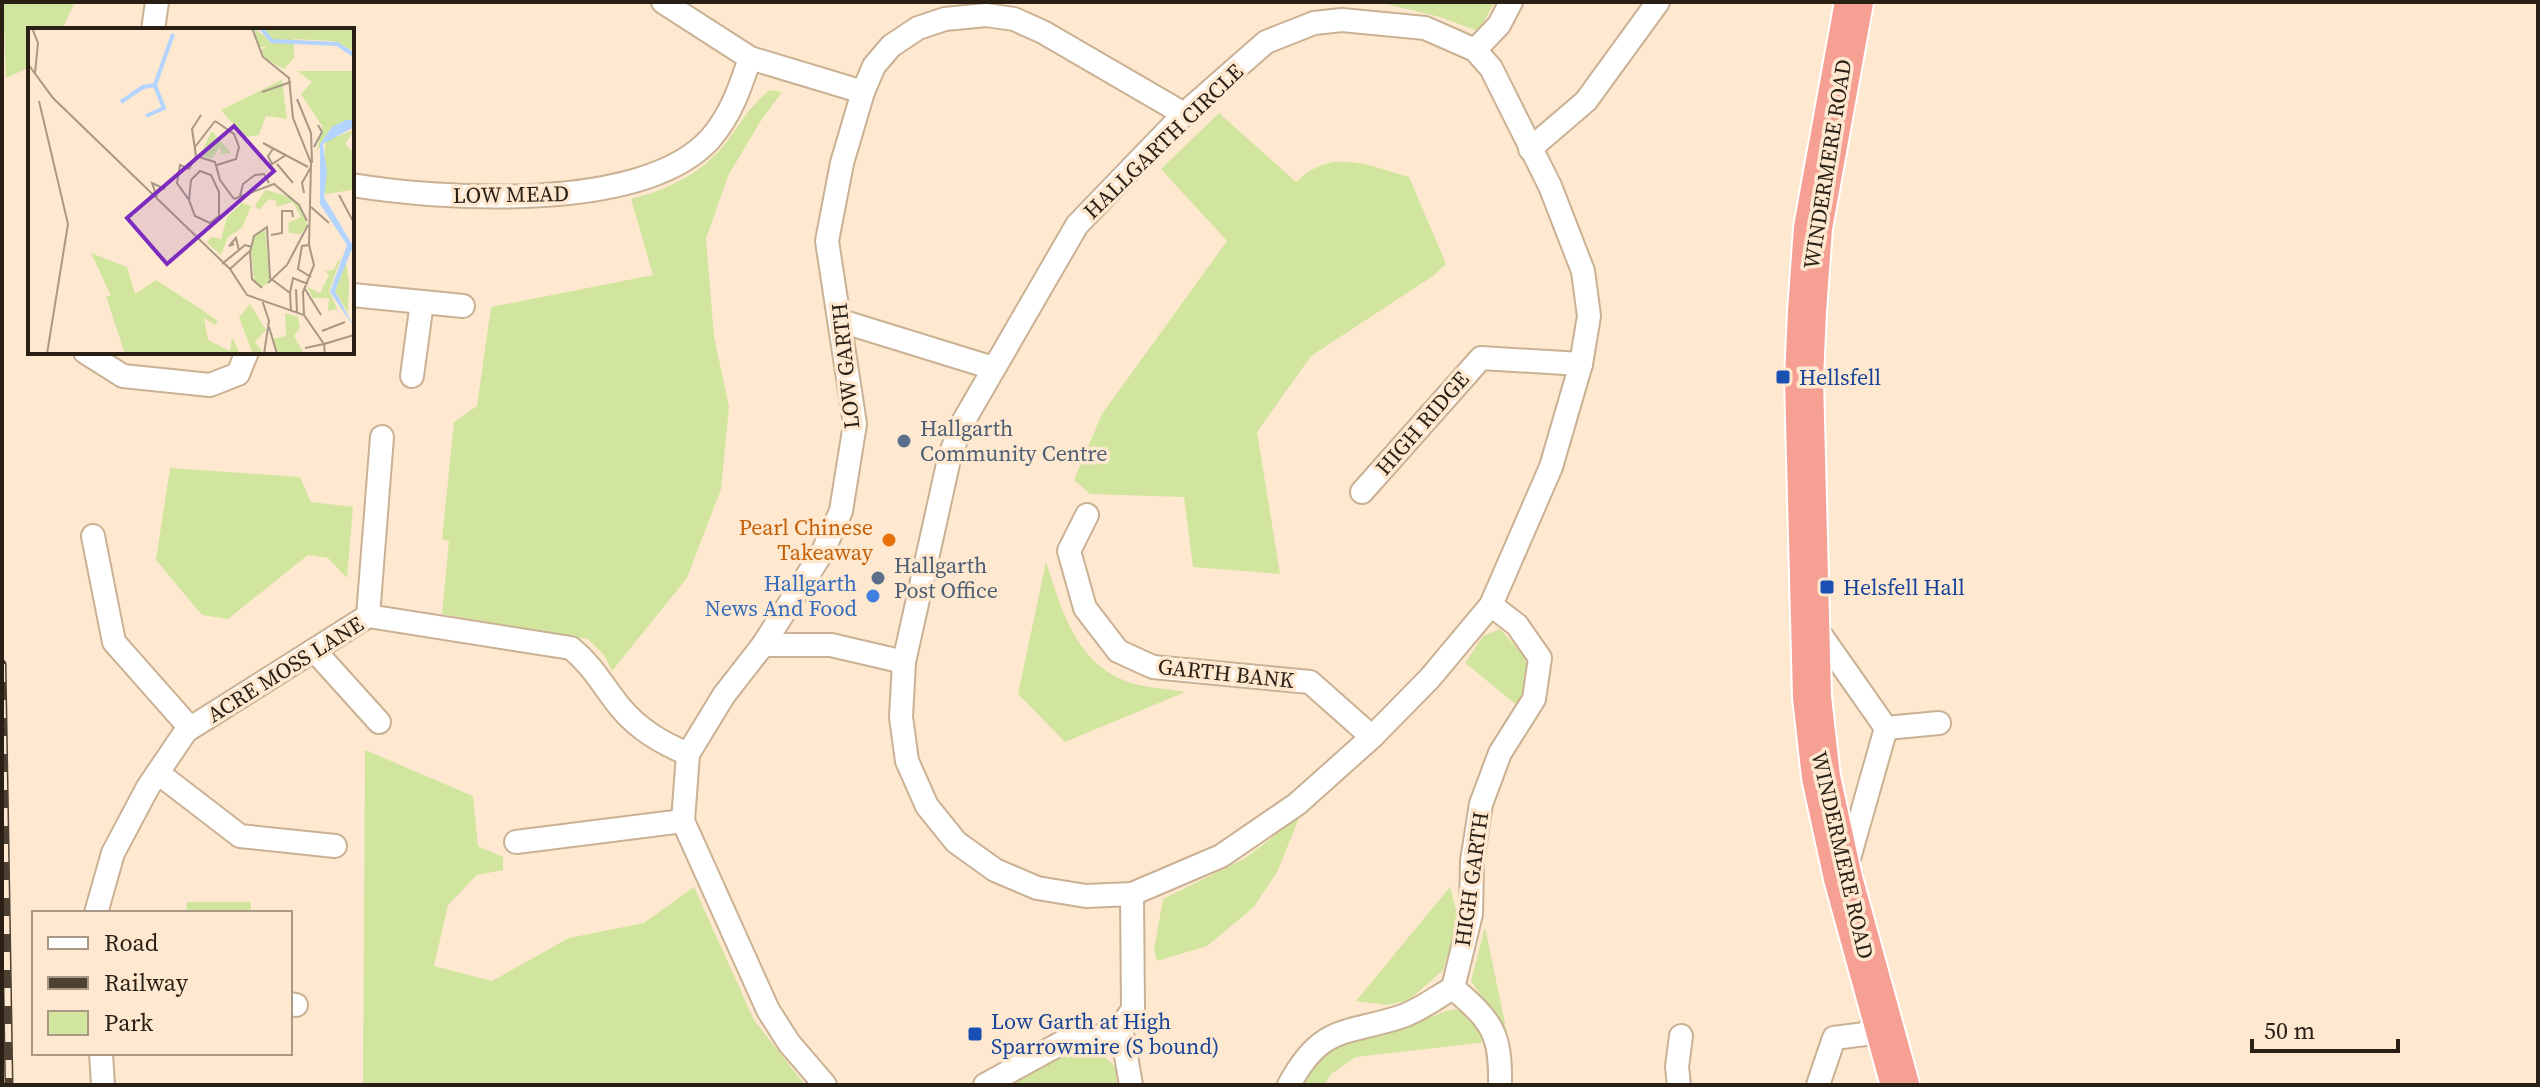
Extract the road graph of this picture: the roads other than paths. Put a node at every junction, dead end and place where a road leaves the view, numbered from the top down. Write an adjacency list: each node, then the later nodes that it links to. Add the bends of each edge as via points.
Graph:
1 (157, 2): 7 (street)
2 (663, 2): 9 (street)
3 (1511, 2): 8 (street, via 1499,25)
4 (1658, 2): 12 (street, via 1586,101)
5 (1854, 2): 29 (highway, WINDERMERE ROAD, via 1827,134 1810,269 1804,379)
6 (1344, 11): 8 (street, HALLGARTH CIRCLE, via 1425,28); 11 (street, HALLGARTH CIRCLE, via 1266,42)
7 (153, 28)
8 (1475, 50): 12 (street, HALLGARTH CIRCLE, via 1509,100)
9 (750, 58): 10 (street); 13 (street, LOW MEAD, via 734,106 708,141 668,169 572,195 492,198)
10 (863, 92): 11 (street, LOW GARTH, via 874,66 891,46 918,28 986,15 1014,19 1043,32); 17 (street, LOW GARTH, via 827,241)
11 (1184, 114): 21 (street, HALLGARTH CIRCLE, via 1077,225)
12 (1530, 149): 20 (street, HALLGARTH CIRCLE, via 1583,271 1589,316)
13 (354, 185)
14 (354, 295): 15 (street)
15 (422, 302): 16 (street); 22 (street)
16 (463, 306)
17 (841, 321): 21 (street); 30 (street, LOW GARTH, via 855,424 841,511 823,551)
18 (88, 354): 19 (street, via 123,376 210,385 238,374)
19 (246, 354)
20 (1581, 364): 24 (street, HIGH RIDGE, via 1481,358); 27 (street, HALLGARTH CIRCLE, via 1551,467)
21 (993, 368): 32 (street, HALLGARTH CIRCLE, via 950,455)
22 (412, 376)
23 (382, 437): 28 (street)
24 (1362, 492)
25 (1087, 515): 37 (street, GARTH BANK, via 1069,551 1085,608 1118,651 1153,667 1310,682)
26 (93, 536): 35 (street, via 114,642)
27 (1491, 605): 37 (street, HALLGARTH CIRCLE); 46 (street, HIGH GARTH, via 1517,625 1540,658 1534,699 1500,753 1481,804 1471,914)
28 (368, 616): 31 (street, ACRE MOSS LANE); 38 (street, ACRE MOSS LANE, via 571,648 656,740)
29 (1810, 620): 36 (street); 43 (highway, WINDERMERE ROAD, via 1821,777)
30 (763, 645): 32 (street, via 831,645); 38 (street, LOW GARTH)
31 (314, 650): 33 (street); 35 (street, ACRE MOSS LANE)
32 (904, 662): 44 (street, HALLGARTH CIRCLE, via 901,717 907,761 927,806 956,842 995,870 1037,888 1086,896)
33 (379, 722)
34 (1939, 723): 36 (street)
35 (190, 728): 39 (street, ACRE MOSS LANE)
36 (1886, 728): 43 (street)
37 (1372, 737): 44 (street, HALLGARTH CIRCLE, via 1297,804 1221,856)
38 (688, 754): 40 (street, LOW GARTH)
39 (158, 773): 42 (street, via 240,836); 45 (street, ACRE MOSS LANE, via 113,853)
40 (683, 821): 41 (street); 52 (street, LOW GARTH, via 768,1010)
41 (516, 842)
42 (335, 846)
43 (1843, 878): 47 (highway, WINDERMERE ROAD)
44 (1132, 894): 48 (street, via 1133,1009)
45 (97, 911)
46 (1453, 988): 55 (street, via 1405,1016 1339,1031 1302,1060); 56 (street, via 1484,1015 1499,1040)
47 (1882, 1025): 58 (street, via 1865,1034 1834,1038); 59 (highway, WINDERMERE ROAD)
48 (1121, 1027): 53 (street, via 1109,1035 1065,1041); 54 (street)
49 (1681, 1036): 57 (street)
50 (101, 1055): 51 (street)
51 (103, 1085)
52 (825, 1085)
53 (985, 1085)
54 (1131, 1085)
55 (1289, 1085)
56 (1500, 1085)
57 (1679, 1085)
58 (1818, 1085)
59 (1900, 1085)

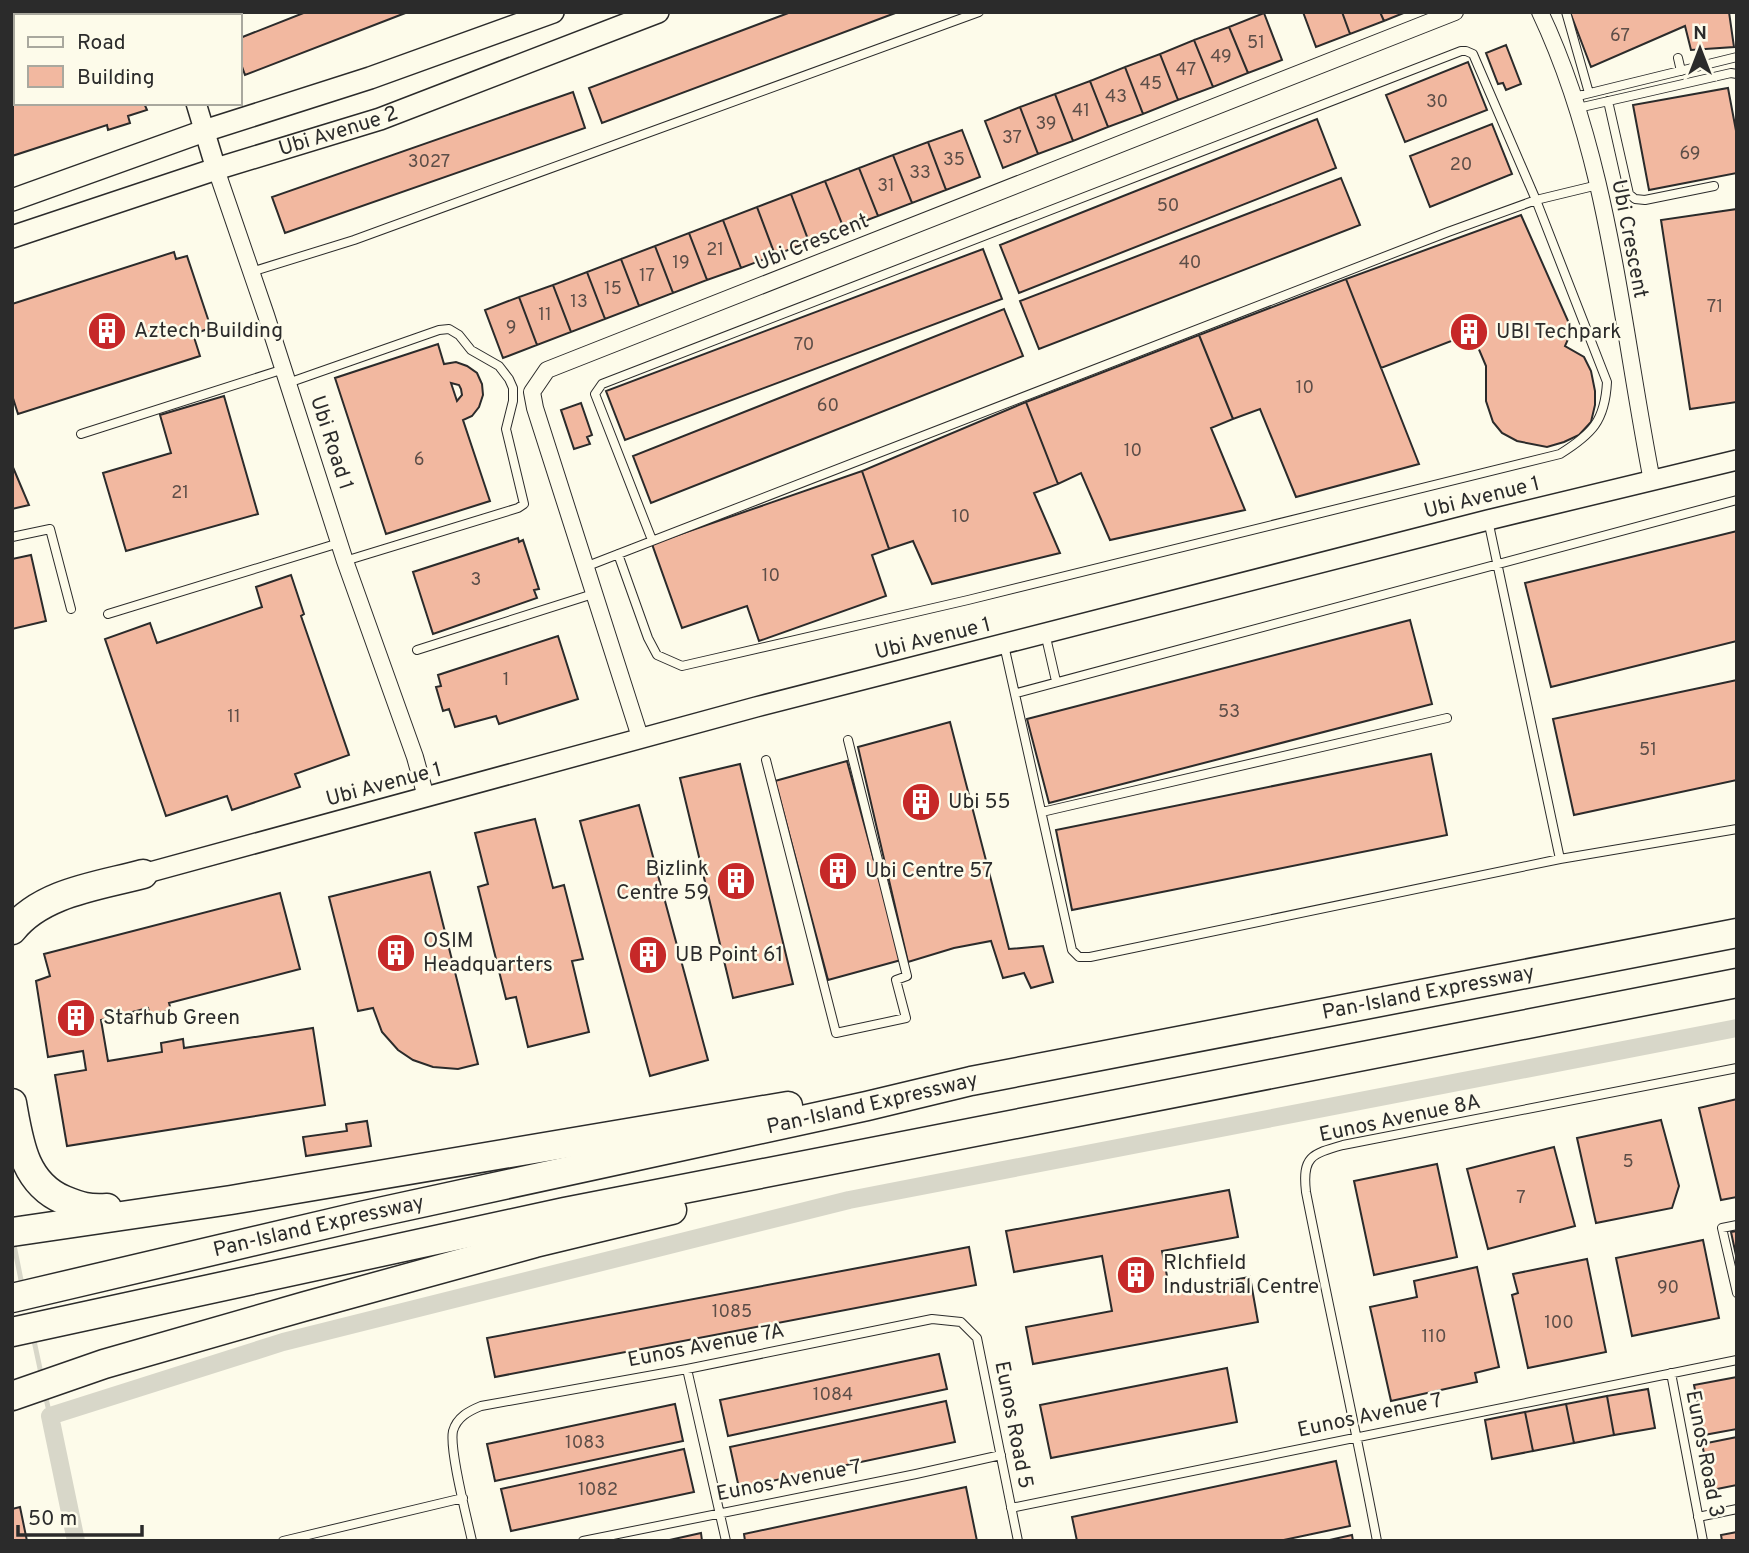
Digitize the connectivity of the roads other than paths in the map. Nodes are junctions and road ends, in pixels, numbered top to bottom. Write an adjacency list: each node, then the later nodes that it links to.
1 (553, 12): 14 (main road, Ubi Avenue 2)
2 (658, 12): 15 (main road, Ubi Avenue 2)
3 (979, 12): 21 (lane)
4 (1455, 12): 34 (street, Ubi Crescent)
5 (1540, 12): 11 (street, Ubi Crescent)
6 (1566, 12): 11 (lane)
7 (1737, 57): 9 (lane)
8 (1678, 58): 9 (lane)
9 (1681, 71): 11 (lane)
10 (1737, 74): 12 (lane)
11 (1580, 100): 12 (lane); 16 (street, Ubi Crescent)
12 (1608, 101): 17 (lane)
13 (197, 105): 14 (street, Ubi Road 1)
14 (204, 131): 15 (street, Ubi Road 1); 18 (main road, Ubi Avenue 2)
15 (216, 169): 20 (main road, Ubi Avenue 2); 21 (street, Ubi Road 1)
16 (1598, 185): 19 (lane); 25 (street, Ubi Crescent)
17 (1714, 186)
18 (12, 200)
19 (1536, 200): 29 (lane); 29 (lane); 31 (lane)
20 (12, 237)
21 (251, 272): 22 (street, Ubi Road 1)
22 (286, 376): 23 (lane); 30 (street, Ubi Road 1); 32 (lane)
23 (81, 434)
24 (1737, 460): 25 (street, Ubi Avenue 1)
25 (1651, 481): 27 (street, Ubi Avenue 1)
26 (1737, 500): 33 (lane)
27 (1488, 520): 33 (lane); 38 (street, Ubi Avenue 1)
28 (12, 537): 36 (lane)
29 (652, 540): 31 (lane)
30 (339, 543): 32 (street, Ubi Road 1); 37 (lane)
31 (618, 554): 34 (lane)
32 (345, 561): 47 (street, Ubi Road 1)
33 (1497, 562): 41 (lane); 50 (lane)
34 (585, 567): 35 (street, Ubi Crescent)
35 (593, 594): 40 (lane); 44 (street, Ubi Crescent)
36 (71, 609)
37 (107, 614)
38 (1045, 633): 39 (street, Ubi Avenue 1); 41 (lane)
39 (1004, 645): 42 (lane); 44 (street, Ubi Avenue 1)
40 (417, 650)
41 (1056, 681): 42 (lane)
42 (1017, 693): 48 (lane)
43 (1447, 718): 48 (lane)
44 (640, 737): 47 (street, Ubi Avenue 1)
45 (848, 740): 46 (lane)
46 (766, 760)
47 (426, 797): 51 (street, Ubi Avenue 1)
48 (1042, 812): 50 (lane)
49 (1737, 829): 50 (lane)
50 (1560, 859)
51 (143, 874): 52 (highway)
52 (12, 930)
53 (1737, 933): 56 (highway, Pan-Island Expressway)
54 (1737, 983): 58 (highway, Pan-Island Expressway)
55 (1737, 1068): 70 (lane, Eunos Avenue 8A)
56 (971, 1081): 59 (highway); 63 (highway, Pan-Island Expressway)
57 (12, 1103): 59 (highway)
58 (705, 1186): 65 (highway, Pan-Island Expressway); 69 (highway)
59 (232, 1200): 61 (highway)
60 (1737, 1225): 62 (lane)
61 (16, 1231)
62 (1737, 1293)
63 (12, 1298)
64 (961, 1322): 67 (lane, Eunos Avenue 7A); 71 (lane, Eunos Road 5)
65 (12, 1332)
66 (1737, 1360): 68 (lane, Eunos Avenue 7)
67 (687, 1369): 72 (lane, Eunos Avenue 7A); 75 (lane)
68 (1671, 1373): 70 (lane, Eunos Avenue 7); 76 (lane, Eunos Road 3)
69 (32, 1389)
70 (1357, 1436): 73 (lane, Eunos Avenue 7); 82 (lane)
71 (1001, 1455): 73 (lane, Eunos Road 5); 75 (lane, Eunos Avenue 7)
72 (463, 1498): 77 (lane); 78 (lane)
73 (1011, 1508): 81 (lane, Eunos Road 5)
74 (1737, 1509): 76 (lane)
75 (721, 1512): 79 (lane, Eunos Avenue 7); 80 (lane)
76 (1698, 1517): 83 (lane, Eunos Road 3)
77 (283, 1541)
78 (472, 1541)
79 (583, 1541)
80 (726, 1541)
81 (1018, 1541)
82 (1377, 1541)
83 (1703, 1541)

● What the exercise asks: State only how many lines in the material include "paths".

● Answer to the exercise: 2